:: RAW DATA ::

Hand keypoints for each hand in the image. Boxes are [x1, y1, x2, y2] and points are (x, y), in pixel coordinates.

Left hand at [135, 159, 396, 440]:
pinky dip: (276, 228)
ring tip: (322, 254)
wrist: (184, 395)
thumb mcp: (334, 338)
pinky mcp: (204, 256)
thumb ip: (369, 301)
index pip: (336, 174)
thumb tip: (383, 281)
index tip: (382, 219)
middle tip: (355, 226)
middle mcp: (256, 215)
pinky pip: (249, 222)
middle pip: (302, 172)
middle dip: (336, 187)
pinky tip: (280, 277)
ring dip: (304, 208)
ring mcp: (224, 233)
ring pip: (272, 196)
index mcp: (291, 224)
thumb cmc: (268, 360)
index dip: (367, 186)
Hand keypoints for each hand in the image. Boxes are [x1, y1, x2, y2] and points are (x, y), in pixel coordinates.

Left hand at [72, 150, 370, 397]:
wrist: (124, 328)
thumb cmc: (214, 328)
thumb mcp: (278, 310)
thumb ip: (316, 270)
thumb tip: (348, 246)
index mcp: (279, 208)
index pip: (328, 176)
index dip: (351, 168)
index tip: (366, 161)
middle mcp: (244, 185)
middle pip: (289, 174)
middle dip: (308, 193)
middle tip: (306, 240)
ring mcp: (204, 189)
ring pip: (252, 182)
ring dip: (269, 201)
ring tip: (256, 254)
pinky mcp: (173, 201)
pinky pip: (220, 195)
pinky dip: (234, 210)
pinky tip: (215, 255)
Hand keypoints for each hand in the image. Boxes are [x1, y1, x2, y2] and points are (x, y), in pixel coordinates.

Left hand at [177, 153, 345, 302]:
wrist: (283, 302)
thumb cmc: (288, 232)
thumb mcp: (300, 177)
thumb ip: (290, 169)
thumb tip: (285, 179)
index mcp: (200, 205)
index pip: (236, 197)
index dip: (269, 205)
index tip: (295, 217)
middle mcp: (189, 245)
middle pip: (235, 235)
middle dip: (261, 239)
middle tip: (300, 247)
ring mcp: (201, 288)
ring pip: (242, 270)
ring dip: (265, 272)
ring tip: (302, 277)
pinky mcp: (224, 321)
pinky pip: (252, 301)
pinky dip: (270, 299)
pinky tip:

:::

▶ **TASK BRIEF**: Exactly reproduce the lines from the one containing "ring mcp: (201, 288)" through the end of the records, and only those lines.

▶ **COMPLETED EXERCISE**:
ring mcp: (201, 288)
ring pip: (242, 270)
ring dip: (265, 272)
ring tip: (302, 277)
pinky mcp: (224, 321)
pinky pip: (252, 301)
pinky dip: (270, 299)
pinky tip:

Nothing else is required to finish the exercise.